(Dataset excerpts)
▬▬▬
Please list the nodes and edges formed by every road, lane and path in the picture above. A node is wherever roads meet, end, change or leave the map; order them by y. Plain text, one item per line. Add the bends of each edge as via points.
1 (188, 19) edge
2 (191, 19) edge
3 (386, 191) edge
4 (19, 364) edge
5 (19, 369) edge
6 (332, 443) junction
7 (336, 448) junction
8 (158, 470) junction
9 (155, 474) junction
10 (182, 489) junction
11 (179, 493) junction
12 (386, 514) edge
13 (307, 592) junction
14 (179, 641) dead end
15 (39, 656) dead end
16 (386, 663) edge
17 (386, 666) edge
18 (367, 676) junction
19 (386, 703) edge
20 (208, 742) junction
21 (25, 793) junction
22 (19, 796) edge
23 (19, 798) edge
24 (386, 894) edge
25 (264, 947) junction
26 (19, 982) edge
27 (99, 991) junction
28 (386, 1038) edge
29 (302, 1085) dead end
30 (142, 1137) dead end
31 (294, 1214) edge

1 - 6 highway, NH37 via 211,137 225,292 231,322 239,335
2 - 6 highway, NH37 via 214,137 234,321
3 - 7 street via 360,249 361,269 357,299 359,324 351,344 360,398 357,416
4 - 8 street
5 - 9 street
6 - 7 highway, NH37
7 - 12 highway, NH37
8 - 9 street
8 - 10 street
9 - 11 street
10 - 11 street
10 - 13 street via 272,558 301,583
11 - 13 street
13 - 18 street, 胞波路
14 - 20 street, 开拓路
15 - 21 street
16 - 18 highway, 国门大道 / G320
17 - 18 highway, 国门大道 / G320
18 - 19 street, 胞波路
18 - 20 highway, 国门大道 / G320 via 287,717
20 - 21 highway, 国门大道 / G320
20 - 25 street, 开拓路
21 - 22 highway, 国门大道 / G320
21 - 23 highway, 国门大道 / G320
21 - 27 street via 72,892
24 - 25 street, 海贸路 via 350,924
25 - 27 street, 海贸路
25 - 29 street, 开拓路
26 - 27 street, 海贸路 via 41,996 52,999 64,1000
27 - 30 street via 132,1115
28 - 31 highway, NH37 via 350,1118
▬▬▬
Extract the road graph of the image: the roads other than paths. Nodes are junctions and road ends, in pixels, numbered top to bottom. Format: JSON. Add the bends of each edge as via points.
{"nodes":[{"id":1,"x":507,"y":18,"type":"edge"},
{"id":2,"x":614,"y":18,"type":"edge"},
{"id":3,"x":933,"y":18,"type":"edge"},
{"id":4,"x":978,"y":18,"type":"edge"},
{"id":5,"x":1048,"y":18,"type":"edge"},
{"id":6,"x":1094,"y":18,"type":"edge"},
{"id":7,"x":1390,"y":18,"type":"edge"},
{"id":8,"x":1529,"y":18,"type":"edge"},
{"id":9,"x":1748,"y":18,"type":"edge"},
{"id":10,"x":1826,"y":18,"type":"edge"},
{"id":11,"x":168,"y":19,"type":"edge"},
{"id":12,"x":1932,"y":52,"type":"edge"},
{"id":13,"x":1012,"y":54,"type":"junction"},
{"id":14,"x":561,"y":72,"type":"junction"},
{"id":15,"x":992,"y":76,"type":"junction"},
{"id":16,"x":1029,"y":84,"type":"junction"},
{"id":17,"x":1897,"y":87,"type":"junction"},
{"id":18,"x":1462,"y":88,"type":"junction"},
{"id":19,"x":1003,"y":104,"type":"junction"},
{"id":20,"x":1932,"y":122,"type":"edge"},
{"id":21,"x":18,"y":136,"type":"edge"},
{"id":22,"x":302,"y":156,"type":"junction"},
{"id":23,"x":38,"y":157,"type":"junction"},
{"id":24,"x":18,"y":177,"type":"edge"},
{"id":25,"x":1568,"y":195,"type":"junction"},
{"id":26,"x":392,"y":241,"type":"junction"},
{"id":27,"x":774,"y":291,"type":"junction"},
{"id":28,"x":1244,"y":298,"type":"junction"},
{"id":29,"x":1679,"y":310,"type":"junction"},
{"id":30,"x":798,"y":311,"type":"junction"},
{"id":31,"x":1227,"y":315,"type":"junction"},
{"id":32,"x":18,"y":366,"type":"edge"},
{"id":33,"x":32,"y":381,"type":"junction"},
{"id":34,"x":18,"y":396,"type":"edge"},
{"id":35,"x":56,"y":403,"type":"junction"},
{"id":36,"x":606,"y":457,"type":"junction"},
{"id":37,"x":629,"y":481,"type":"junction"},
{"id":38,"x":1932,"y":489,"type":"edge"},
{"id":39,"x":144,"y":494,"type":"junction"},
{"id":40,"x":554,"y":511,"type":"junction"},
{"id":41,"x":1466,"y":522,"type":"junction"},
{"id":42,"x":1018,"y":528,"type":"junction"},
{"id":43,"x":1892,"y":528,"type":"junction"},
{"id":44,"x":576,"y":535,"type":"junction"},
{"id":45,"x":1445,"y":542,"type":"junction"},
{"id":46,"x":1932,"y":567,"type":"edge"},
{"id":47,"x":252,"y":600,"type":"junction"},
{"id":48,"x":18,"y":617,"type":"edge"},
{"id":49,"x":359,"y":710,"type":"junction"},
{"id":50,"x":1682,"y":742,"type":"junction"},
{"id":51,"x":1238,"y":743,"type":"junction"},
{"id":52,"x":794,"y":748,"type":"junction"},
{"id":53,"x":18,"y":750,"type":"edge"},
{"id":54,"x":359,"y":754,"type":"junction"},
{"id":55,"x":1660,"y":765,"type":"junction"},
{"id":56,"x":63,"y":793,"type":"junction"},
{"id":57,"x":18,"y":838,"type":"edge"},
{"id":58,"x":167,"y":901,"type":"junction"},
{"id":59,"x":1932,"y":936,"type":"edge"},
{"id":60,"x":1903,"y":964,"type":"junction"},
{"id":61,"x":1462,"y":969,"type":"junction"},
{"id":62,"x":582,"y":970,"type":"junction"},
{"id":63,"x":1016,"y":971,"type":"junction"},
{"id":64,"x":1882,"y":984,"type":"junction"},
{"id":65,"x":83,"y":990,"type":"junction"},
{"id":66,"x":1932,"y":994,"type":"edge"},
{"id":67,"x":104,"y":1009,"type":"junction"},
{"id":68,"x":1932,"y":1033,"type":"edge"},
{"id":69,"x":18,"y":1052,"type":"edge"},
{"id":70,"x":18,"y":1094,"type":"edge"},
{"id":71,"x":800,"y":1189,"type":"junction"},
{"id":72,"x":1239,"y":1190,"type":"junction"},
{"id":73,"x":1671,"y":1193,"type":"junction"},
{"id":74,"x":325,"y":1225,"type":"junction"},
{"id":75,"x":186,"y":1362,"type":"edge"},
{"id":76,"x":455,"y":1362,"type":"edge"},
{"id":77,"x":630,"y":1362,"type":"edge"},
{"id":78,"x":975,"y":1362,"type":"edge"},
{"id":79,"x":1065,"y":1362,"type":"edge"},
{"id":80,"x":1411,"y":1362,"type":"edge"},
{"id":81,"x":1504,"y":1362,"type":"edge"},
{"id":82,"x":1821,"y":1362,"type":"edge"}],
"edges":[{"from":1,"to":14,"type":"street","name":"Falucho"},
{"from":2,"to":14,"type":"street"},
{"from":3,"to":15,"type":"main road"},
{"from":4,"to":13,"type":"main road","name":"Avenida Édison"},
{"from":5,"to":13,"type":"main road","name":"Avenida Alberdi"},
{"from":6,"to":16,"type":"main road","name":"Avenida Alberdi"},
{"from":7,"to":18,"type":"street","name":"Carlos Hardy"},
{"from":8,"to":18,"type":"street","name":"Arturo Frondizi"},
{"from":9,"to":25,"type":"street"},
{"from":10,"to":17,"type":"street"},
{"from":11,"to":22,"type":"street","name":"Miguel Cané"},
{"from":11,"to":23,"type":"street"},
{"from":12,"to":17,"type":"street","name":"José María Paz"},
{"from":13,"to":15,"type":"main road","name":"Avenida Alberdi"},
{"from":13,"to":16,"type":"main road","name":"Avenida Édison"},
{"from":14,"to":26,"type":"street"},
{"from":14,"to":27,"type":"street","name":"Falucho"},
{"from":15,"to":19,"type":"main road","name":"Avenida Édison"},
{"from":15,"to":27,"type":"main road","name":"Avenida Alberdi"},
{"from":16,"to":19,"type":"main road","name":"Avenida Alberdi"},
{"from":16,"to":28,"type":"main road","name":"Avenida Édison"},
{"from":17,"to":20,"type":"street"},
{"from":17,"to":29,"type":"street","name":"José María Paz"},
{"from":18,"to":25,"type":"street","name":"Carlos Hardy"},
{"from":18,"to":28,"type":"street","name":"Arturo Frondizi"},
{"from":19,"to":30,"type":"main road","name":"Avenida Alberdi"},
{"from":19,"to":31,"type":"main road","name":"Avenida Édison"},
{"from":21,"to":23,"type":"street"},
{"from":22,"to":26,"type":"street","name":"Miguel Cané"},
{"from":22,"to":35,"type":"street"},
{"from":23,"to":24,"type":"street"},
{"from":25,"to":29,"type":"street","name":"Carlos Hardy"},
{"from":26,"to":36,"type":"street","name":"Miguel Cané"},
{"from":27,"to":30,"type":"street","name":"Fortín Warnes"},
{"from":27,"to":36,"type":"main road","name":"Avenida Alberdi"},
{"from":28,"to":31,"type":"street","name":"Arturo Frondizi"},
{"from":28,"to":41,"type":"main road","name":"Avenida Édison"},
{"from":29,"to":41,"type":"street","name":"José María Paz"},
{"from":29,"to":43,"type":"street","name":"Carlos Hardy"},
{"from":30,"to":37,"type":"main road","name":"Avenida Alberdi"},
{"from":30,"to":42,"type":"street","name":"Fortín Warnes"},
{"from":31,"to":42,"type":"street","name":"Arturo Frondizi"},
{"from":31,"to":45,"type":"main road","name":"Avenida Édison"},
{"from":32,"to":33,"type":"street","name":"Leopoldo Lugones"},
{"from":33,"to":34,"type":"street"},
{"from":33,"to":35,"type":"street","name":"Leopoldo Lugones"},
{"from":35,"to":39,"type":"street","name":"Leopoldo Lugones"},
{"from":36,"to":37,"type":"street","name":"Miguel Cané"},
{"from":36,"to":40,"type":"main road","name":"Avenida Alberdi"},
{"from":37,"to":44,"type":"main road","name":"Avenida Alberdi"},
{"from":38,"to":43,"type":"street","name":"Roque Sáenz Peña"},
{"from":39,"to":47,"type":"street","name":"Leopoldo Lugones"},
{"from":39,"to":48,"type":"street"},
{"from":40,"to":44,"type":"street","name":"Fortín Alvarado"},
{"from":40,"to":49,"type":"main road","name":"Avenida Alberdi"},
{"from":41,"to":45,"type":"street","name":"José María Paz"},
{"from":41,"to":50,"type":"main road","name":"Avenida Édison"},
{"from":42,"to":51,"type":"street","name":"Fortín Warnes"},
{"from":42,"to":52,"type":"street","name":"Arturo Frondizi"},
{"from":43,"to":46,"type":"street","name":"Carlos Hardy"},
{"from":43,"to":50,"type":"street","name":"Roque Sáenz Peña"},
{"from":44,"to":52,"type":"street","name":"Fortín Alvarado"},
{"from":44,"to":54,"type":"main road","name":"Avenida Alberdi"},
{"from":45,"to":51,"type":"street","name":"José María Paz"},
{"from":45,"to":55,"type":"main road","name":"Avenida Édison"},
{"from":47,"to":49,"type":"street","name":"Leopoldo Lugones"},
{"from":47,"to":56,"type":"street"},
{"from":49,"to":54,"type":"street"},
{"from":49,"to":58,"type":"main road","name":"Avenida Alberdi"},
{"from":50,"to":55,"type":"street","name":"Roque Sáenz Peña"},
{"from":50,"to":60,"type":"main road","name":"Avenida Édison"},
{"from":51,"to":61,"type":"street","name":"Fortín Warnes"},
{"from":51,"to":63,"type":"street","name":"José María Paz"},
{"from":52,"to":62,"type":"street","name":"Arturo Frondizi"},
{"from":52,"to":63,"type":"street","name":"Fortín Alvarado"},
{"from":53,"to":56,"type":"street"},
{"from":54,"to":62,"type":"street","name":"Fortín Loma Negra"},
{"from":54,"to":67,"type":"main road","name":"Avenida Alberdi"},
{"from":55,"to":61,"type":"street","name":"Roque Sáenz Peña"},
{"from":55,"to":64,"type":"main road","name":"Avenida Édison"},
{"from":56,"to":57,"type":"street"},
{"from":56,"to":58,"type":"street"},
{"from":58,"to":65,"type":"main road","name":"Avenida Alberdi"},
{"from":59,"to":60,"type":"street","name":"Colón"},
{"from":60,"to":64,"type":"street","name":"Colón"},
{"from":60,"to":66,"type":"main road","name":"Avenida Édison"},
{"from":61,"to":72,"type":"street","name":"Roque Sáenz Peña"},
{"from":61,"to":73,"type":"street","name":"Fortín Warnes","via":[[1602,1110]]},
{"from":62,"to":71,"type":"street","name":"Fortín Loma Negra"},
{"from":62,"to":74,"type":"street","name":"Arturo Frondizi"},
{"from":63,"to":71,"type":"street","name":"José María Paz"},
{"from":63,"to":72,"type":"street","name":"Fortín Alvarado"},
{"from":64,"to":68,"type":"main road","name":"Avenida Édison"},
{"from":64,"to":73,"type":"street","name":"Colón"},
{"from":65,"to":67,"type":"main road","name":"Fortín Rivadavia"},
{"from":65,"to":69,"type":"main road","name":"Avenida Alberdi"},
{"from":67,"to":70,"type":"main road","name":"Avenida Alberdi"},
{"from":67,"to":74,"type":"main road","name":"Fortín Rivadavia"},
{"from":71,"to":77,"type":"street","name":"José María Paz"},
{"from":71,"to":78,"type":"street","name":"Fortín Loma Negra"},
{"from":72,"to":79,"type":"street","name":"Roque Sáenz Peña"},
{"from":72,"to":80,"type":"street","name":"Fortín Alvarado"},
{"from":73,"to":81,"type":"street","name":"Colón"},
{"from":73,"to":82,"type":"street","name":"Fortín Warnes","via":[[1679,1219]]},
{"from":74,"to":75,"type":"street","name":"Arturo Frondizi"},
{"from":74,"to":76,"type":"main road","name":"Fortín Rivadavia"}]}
▬▬▬
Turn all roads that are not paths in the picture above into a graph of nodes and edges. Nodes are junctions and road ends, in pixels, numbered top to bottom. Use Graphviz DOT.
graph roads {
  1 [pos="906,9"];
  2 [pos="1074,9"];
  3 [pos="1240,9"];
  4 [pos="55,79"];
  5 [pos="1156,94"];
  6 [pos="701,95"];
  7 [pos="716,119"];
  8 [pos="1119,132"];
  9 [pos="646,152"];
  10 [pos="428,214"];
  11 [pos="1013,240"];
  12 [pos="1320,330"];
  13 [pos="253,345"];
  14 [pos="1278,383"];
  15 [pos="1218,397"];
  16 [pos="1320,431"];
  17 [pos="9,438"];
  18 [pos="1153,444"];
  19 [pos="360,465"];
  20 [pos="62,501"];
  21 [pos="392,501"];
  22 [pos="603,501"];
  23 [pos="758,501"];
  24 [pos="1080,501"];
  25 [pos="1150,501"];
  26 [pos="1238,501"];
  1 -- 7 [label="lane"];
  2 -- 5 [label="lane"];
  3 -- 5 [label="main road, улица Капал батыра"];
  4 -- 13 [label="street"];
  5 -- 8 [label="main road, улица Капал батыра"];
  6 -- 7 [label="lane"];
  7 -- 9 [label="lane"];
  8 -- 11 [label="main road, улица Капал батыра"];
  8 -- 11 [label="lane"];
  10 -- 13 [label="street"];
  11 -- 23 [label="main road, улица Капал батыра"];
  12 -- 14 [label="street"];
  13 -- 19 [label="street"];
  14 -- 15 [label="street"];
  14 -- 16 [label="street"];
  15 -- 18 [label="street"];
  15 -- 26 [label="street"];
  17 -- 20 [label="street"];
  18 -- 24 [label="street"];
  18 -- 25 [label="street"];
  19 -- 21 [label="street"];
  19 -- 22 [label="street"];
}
▬▬▬
| Exercise requirements |
Check each line of the data above for the string "国门大道", and copy the ones that have it.

| The answer |
16 - 18 highway, 国门大道 / G320
17 - 18 highway, 国门大道 / G320
18 - 20 highway, 国门大道 / G320 via 287,717
20 - 21 highway, 国门大道 / G320
21 - 22 highway, 国门大道 / G320
21 - 23 highway, 国门大道 / G320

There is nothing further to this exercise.